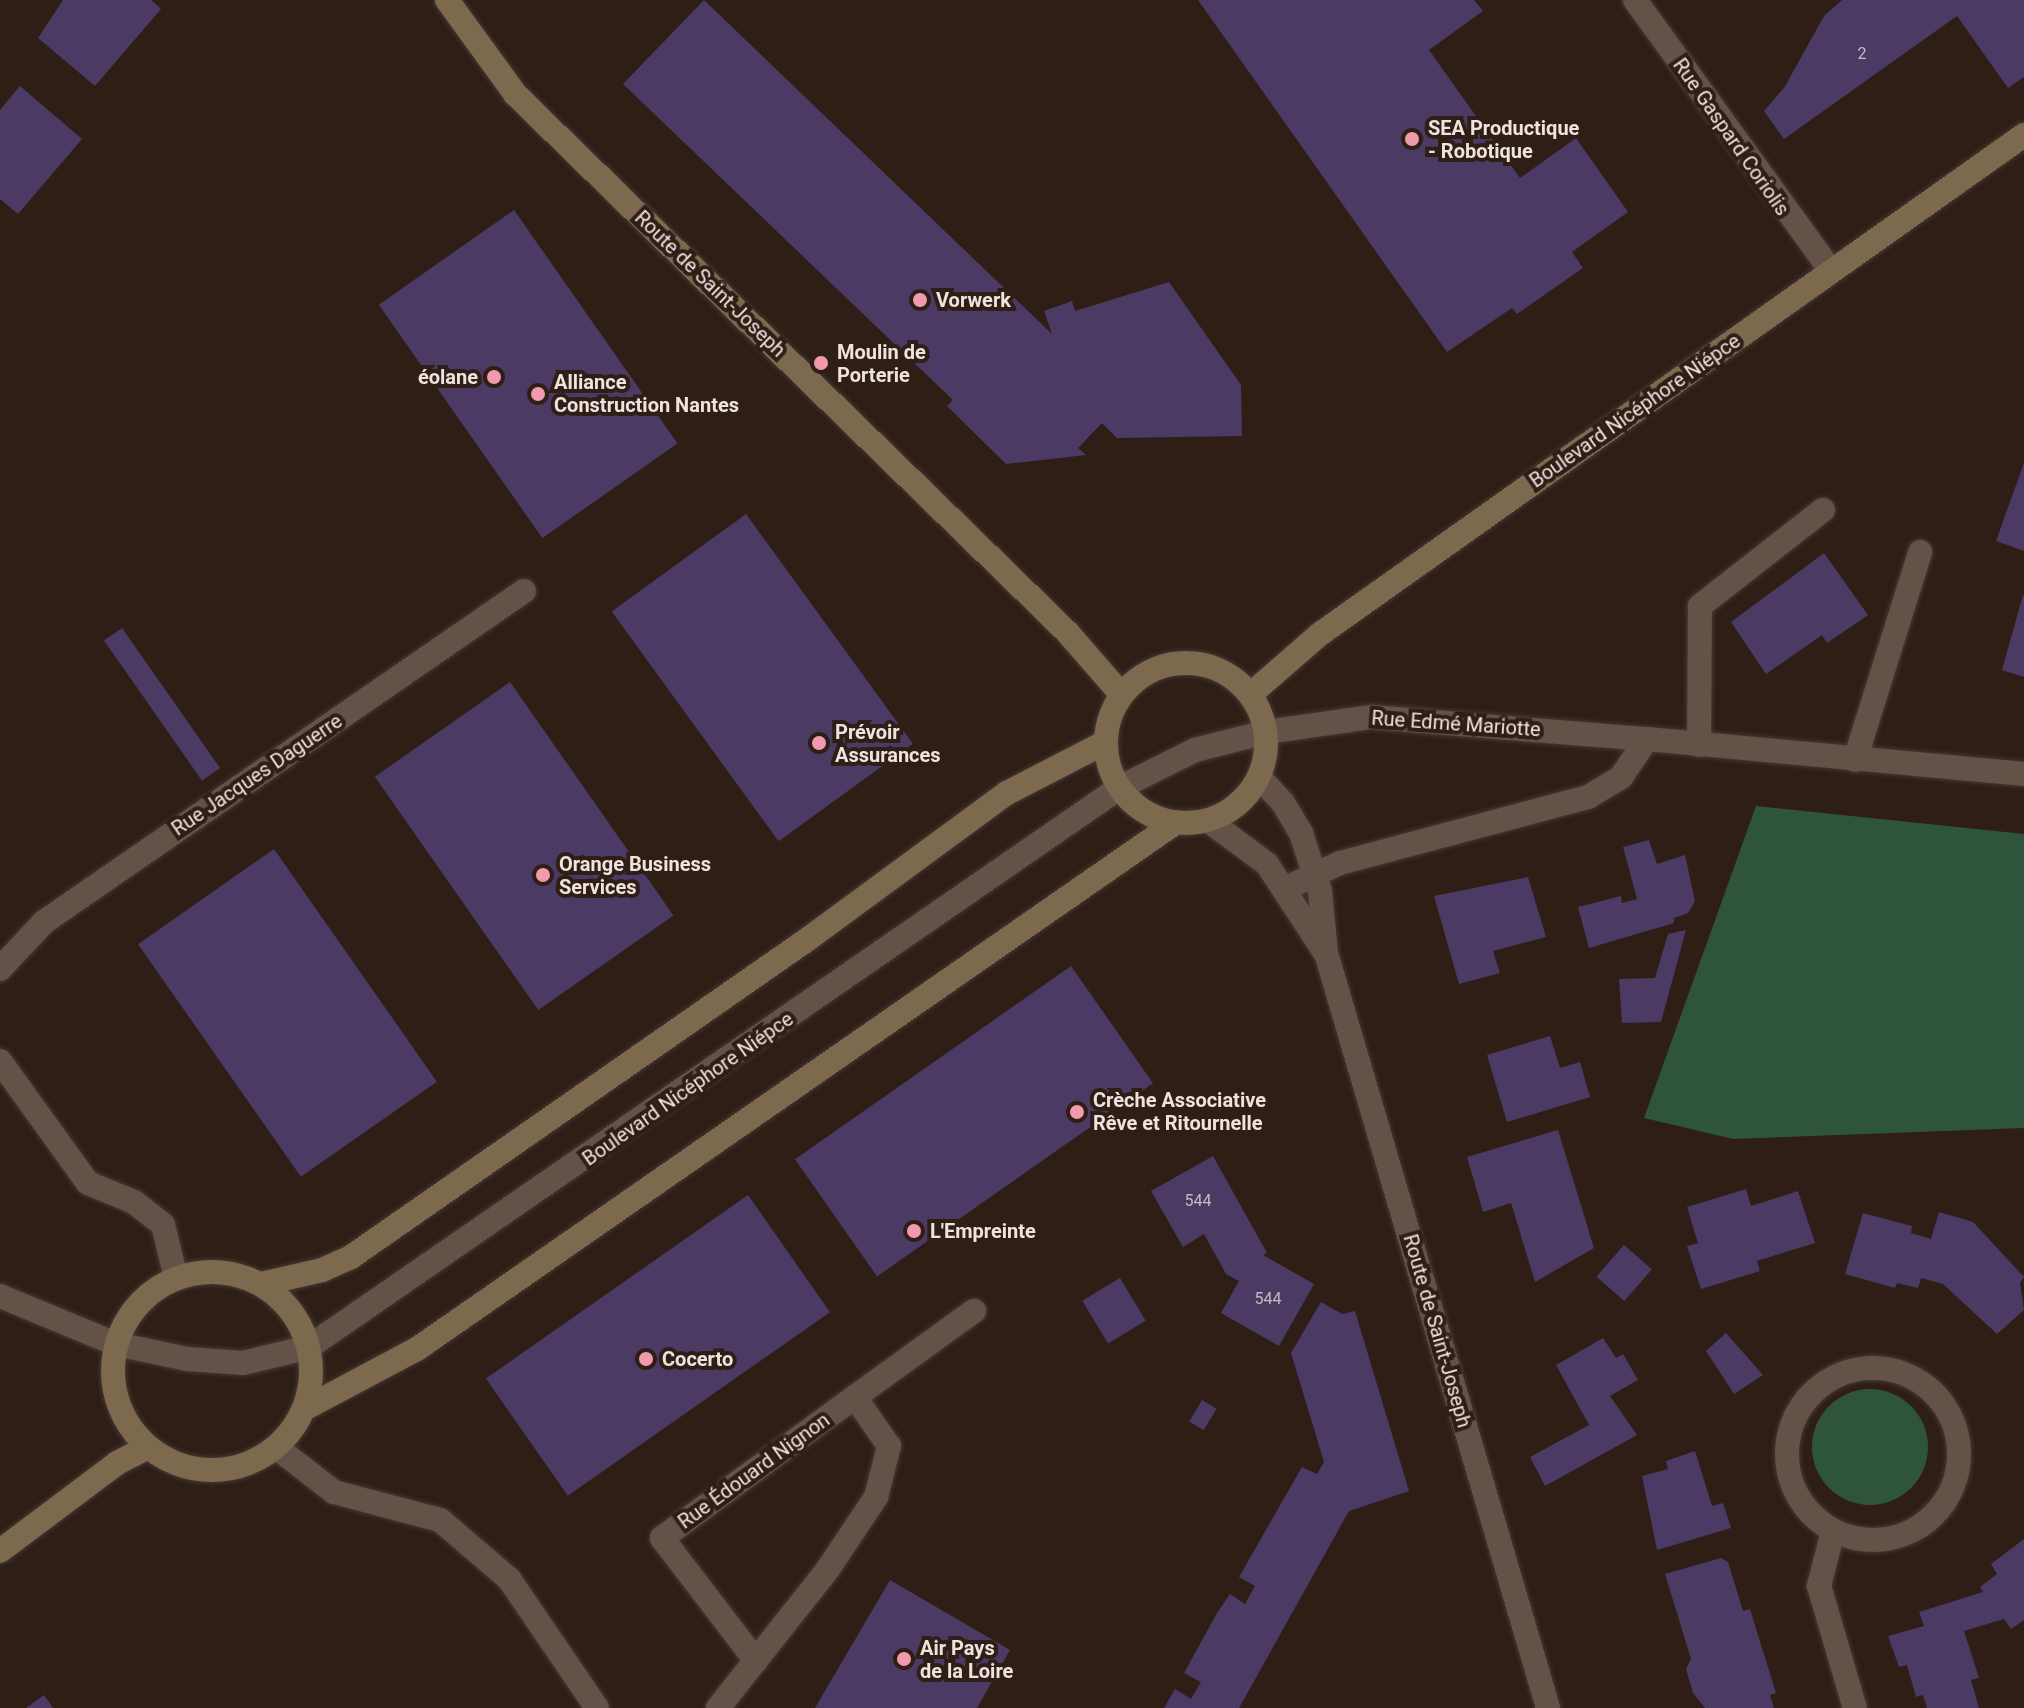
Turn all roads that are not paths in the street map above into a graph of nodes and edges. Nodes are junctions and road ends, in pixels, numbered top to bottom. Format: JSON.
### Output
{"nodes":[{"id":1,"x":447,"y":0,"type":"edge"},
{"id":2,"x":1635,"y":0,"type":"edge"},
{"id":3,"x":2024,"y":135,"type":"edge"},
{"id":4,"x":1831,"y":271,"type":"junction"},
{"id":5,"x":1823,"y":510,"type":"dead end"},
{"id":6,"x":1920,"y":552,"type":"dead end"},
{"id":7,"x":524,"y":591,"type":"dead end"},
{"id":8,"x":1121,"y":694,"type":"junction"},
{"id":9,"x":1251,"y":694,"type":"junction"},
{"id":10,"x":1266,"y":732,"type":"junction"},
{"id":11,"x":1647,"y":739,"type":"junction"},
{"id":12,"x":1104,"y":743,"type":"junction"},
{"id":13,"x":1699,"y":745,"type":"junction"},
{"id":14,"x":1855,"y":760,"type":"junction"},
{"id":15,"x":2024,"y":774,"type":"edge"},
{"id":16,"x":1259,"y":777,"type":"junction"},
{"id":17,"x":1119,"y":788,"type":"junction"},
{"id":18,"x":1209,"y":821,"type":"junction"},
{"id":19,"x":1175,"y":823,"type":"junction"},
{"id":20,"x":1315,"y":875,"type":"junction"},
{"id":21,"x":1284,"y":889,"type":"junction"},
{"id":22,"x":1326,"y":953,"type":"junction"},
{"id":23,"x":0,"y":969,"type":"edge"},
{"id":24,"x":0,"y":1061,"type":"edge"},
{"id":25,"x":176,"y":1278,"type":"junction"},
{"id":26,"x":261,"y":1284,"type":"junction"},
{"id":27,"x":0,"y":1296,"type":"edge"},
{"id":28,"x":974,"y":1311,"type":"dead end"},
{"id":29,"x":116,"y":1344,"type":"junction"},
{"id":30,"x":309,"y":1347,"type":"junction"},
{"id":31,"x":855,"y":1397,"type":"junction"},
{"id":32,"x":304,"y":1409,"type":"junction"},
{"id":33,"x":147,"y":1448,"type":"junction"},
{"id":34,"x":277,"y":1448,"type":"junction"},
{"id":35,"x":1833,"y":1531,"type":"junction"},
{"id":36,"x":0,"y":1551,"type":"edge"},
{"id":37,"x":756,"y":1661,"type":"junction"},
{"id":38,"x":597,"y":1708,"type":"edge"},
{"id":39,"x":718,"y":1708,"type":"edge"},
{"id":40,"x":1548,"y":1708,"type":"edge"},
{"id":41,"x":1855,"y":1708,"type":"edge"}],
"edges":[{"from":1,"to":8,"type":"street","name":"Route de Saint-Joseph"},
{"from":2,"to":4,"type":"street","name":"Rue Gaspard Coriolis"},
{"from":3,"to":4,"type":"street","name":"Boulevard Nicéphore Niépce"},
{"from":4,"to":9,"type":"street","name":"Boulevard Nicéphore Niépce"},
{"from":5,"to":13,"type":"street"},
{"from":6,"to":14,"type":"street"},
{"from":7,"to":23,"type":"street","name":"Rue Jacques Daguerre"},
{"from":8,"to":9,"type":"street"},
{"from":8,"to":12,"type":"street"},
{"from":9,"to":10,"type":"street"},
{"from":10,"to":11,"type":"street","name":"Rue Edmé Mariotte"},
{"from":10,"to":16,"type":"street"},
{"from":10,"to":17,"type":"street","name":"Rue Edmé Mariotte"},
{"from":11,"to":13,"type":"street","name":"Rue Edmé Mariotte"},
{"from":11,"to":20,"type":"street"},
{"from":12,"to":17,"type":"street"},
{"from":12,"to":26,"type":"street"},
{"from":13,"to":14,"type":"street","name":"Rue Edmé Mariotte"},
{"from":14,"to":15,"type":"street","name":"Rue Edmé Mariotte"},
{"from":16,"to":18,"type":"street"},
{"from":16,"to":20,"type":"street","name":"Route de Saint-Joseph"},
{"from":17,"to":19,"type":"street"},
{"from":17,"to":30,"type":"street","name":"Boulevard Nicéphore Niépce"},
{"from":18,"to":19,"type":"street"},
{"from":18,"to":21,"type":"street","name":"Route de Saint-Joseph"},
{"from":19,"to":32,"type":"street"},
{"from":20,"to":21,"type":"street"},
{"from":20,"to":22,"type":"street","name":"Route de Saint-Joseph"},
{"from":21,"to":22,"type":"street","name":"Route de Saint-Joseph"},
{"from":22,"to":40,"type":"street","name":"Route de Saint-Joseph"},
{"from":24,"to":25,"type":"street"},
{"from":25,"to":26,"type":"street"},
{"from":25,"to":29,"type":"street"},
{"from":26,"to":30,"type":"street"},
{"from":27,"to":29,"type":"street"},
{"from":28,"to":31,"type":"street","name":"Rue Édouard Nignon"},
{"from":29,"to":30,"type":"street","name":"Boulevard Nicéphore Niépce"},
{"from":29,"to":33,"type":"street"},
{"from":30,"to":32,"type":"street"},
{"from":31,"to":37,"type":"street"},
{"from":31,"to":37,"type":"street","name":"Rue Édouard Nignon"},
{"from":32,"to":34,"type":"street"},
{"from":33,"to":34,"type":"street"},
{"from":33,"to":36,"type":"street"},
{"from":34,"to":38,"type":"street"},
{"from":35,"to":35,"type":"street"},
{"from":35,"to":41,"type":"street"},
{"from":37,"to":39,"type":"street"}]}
§ §
What is required
Report each line above containing the string "Nignon".

Exercise response
{"from":28,"to":31,"type":"street","name":"Rue Édouard Nignon"},
{"from":31,"to":37,"type":"street","name":"Rue Édouard Nignon"},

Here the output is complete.